Su compañera había ido a
inspeccionar la zona hacía varias horas. Tenía que ser un paseo rápido, pero el
sol ya se ponía y aún no regresaba.
Hundía pesadamente las botas en la
nieve, cada paso era un tormento, cada rama, un suspiro en el viento. Pequeños
copos se fundían en su aliento y mojaban su rostro, los brazos le temblaban
bajo el peso de Dorien. Su cuerpo gritaba ayuda de forma desesperada. Pero
debía resistir, llevaba un año haciéndolo. Su piel había sufrido el frío del
Norte, la aridez del desierto, el salitre en la ácida brisa de los mares del
oeste… Tenía la convicción en la sangre, y las ideas fijas en la mente.

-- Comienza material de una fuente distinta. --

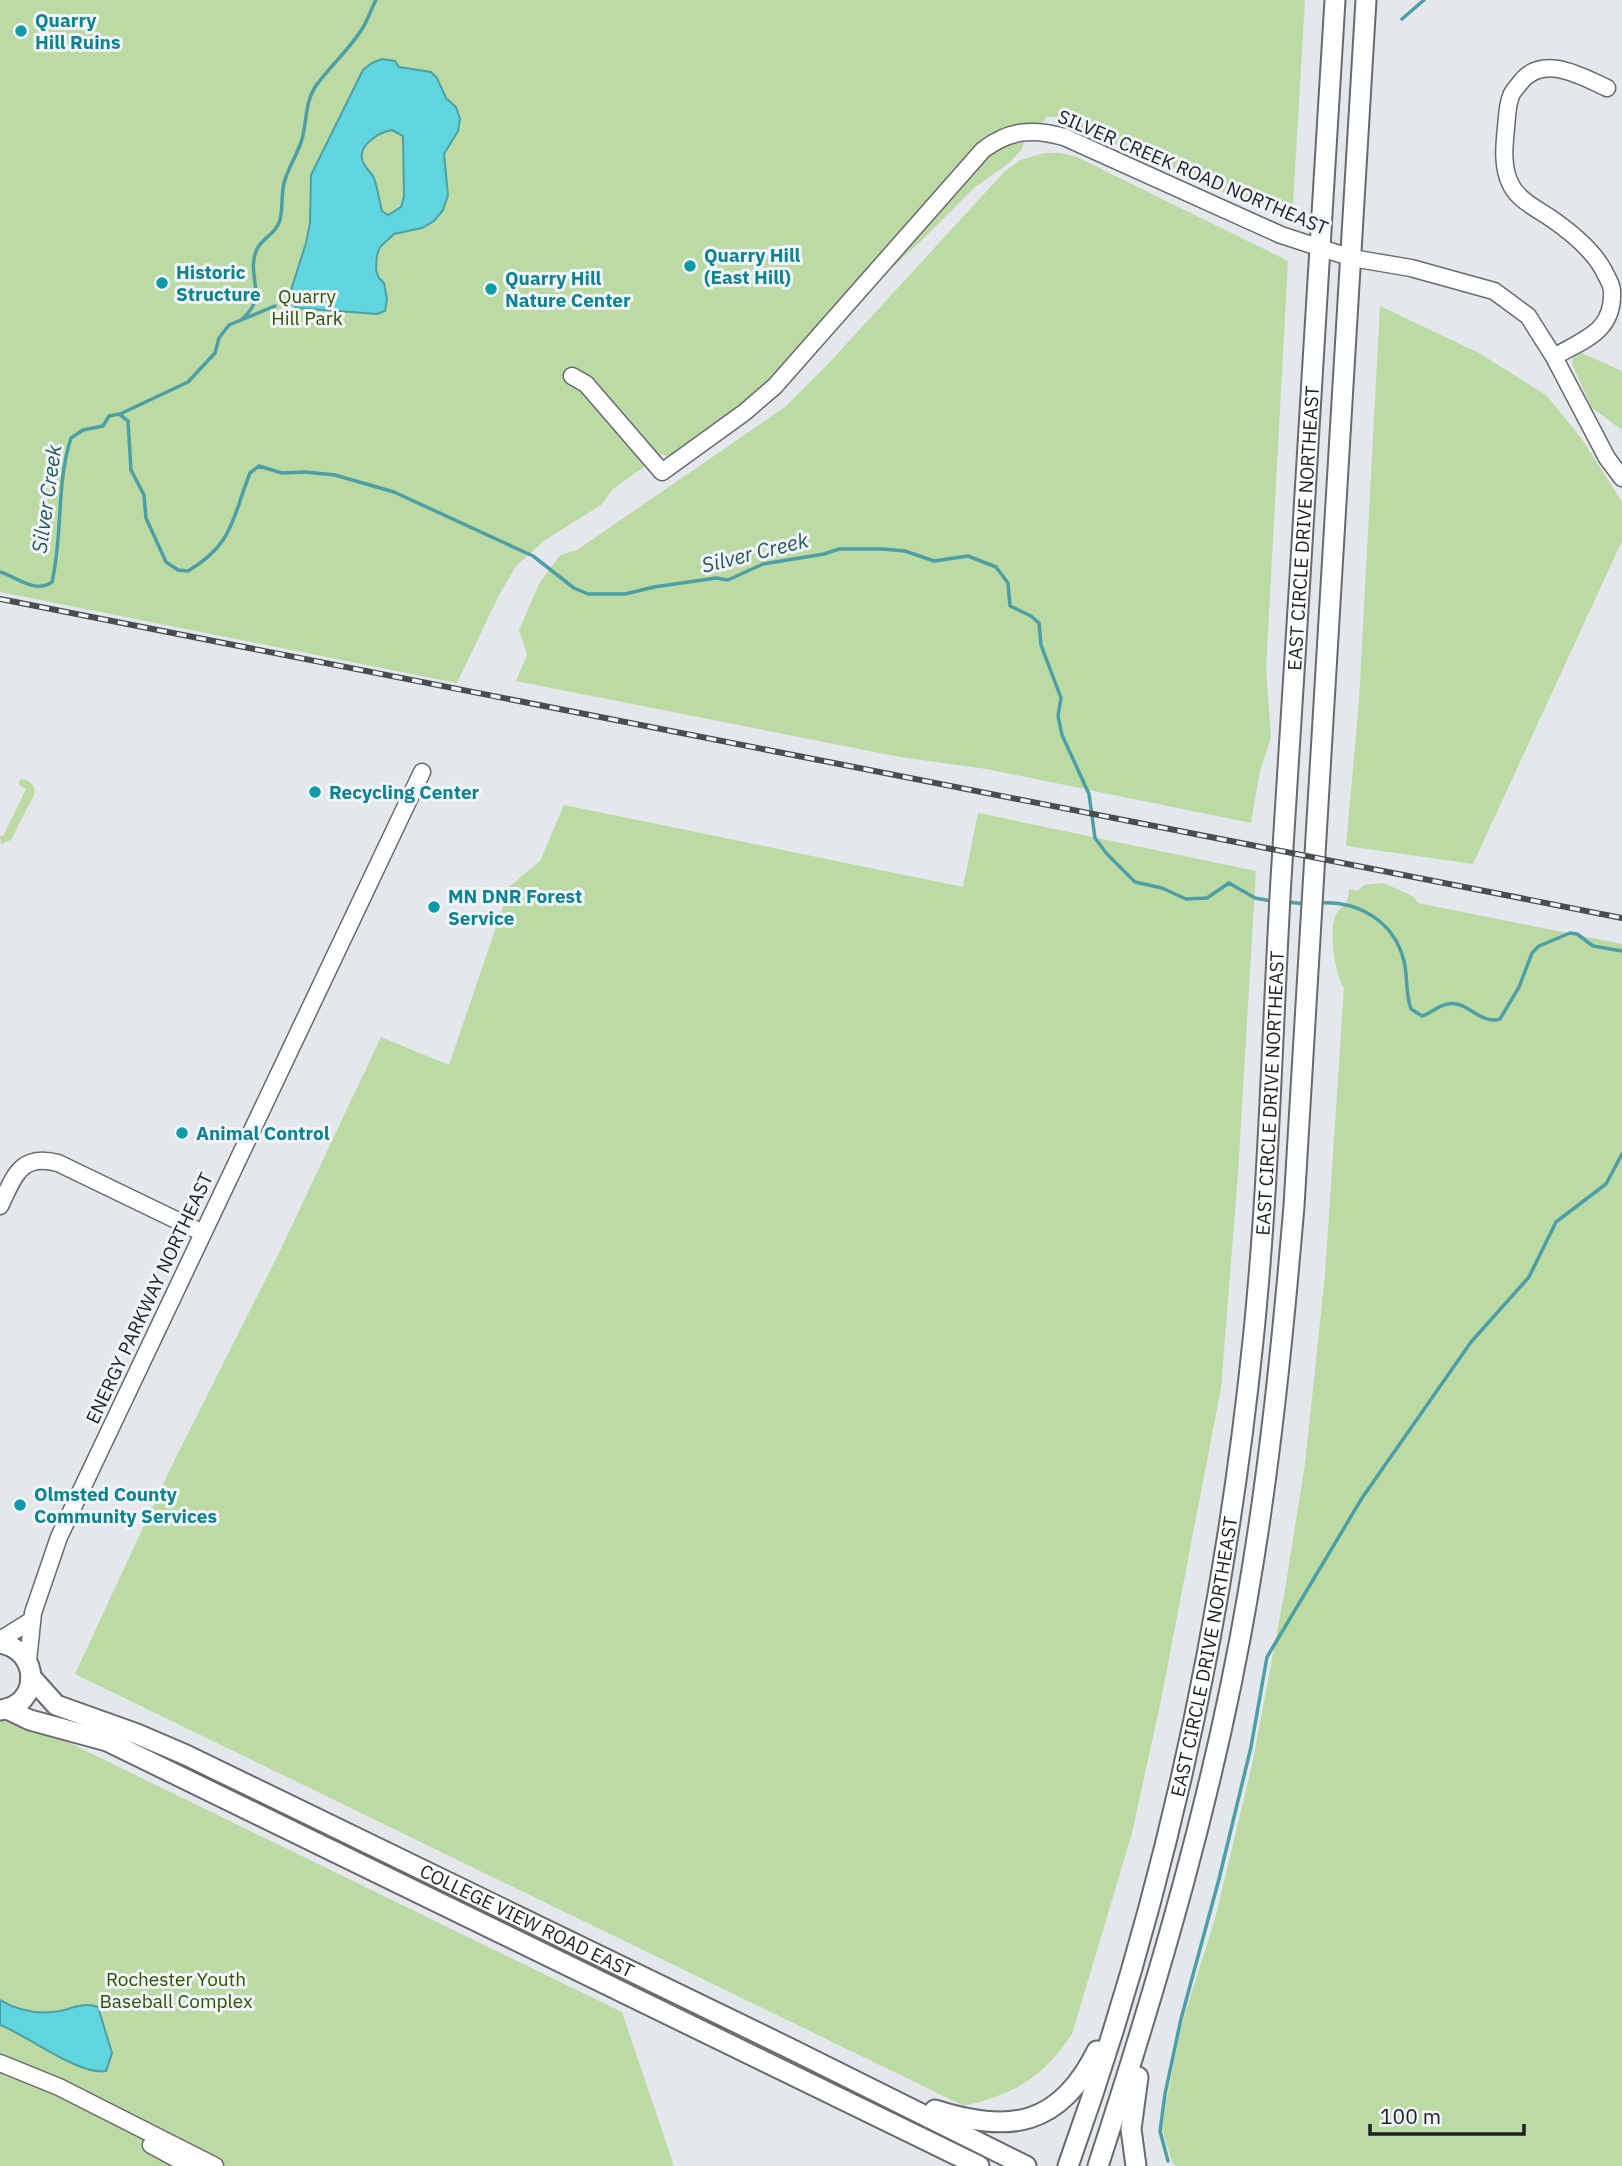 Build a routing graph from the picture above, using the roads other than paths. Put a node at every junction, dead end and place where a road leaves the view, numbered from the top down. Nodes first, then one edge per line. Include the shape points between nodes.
1 (1335, 0) edge
2 (1366, 0) edge
3 (1607, 88) dead end
4 (1321, 250) junction
5 (1352, 258) junction
6 (1554, 357) junction
7 (572, 376) dead end
8 (1622, 478) edge
9 (422, 772) dead end
10 (0, 1206) edge
11 (203, 1233) junction
12 (32, 1620) junction
13 (0, 1641) edge
14 (29, 1669) junction
15 (3, 1710) edge
16 (1130, 1973) junction
17 (1148, 2015) junction
18 (0, 2063) edge
19 (17, 2072) junction
20 (883, 2094) junction
21 (866, 2111) junction
22 (190, 2166) edge
23 (215, 2166) edge
24 (958, 2166) edge
25 (979, 2166) edge
26 (1026, 2166) edge
27 (1068, 2166) edge
28 (1098, 2166) edge
29 (1136, 2166) edge

1 - 4 main road, EAST CIRCLE DRIVE NORTHEAST
2 - 5 main road, EAST CIRCLE DRIVE NORTHEAST
3 - 6 street via 1559,68 1526,75 1511,95 1504,167 1512,188 1587,248 1612,287 1611,310 1602,329
4 - 5 street, SILVER CREEK ROAD NORTHEAST
4 - 7 street, SILVER CREEK ROAD NORTHEAST via 1064,137 1016,132 993,142 974,160 775,386 662,472 586,384
4 - 16 main road, EAST CIRCLE DRIVE NORTHEAST via 1258,1279 1235,1485 1215,1612 1173,1807
5 - 6 street, SILVER CREEK ROAD NORTHEAST via 1411,268 1494,291 1528,316
5 - 17 main road, EAST CIRCLE DRIVE NORTHEAST via 1287,1295 1276,1400 1238,1651
6 - 8 street, SILVER CREEK ROAD NORTHEAST
9 - 11 street, ENERGY PARKWAY NORTHEAST
10 - 11 street via 20,1169 34,1160 46,1160
11 - 12 street, ENERGY PARKWAY NORTHEAST via 59,1537
12 - 13 street
12 - 14 street, ENERGY PARKWAY NORTHEAST
13 - 14 main road, COLLEGE VIEW ROAD EAST via 20,1651
14 - 15 main road via 24,1697
14 - 20 main road, COLLEGE VIEW ROAD EAST via 55,1705 186,1755
15 - 21 main road, COLLEGE VIEW ROAD EAST via 107,1741
16 - 20 main road via 1084,2074 1065,2097 1043,2112 1015,2122 982,2123
16 - 27 main road, EAST CIRCLE DRIVE NORTHEAST
17 - 28 main road, EAST CIRCLE DRIVE NORTHEAST
17 - 29 main road via 1130,2129
18 - 19 street
19 - 22 street
19 - 23 street via 59,2088
20 - 26 main road, COLLEGE VIEW ROAD EAST
21 - 24 main road
21 - 25 main road, COLLEGE VIEW ROAD EAST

El fin justificaba los medios, el
tiempo se lo había enseñado.
Un pequeño animal pasó entre sus
piernas y le hizo perder el equilibrio. Un zorrillo de las nieves, de cola
erizada y orejas gachas corriendo al oír sus pesados pasos y jadeos de
cansancio.
El zorro pasó entre arbustos
blanquecinos y pelados, dejando atrás a la chica y su carga, atravesando la
nieve en un rastro apenas perceptible.
Acostumbrado al frío y el hielo, su
pelo atrapaba el calor y lo repartía a su alrededor. Sus ojos brillaban como
dos estrellas vivas, guías en un páramo muerto. Para él los árboles eran
gigantes, un techo resbaladizo e inaccesible. Un dios impío, que a la mínima
molestia podía sepultarlo en un manto eterno de nieve.
¿Qué podía hacer? ¿Qué podía pensar
esta pequeña bestia, en una tierra sin piedad?
“Sobrevive.”
Una única idea que lo hacía correr y
esconderse, comer y dormir. No sentiría este ser afortunado sentimientos o
emociones como soledad o frustración por no alcanzar sus metas… Tendría una
vida corta y fructífera, apenas dejaría una huella en este mundo, pero tampoco
le importaría. Nunca se entristecería por ello.
En su carrera por encontrar refugio
ante la inminente tormenta, recorrió cientos de varas antes de topar con otra humana.
Su cabeza chocó contra una pantorrilla fuerte y dura como un tocón.
-¿Te has hecho daño, pequeñín?
Lia dejó una gran bolsa de piel en
el suelo, un peso muerto dejando pequeñas manchas rojas en el suelo blanco e
impoluto. Cogió al zorrillo en brazos y le acarició la cabeza.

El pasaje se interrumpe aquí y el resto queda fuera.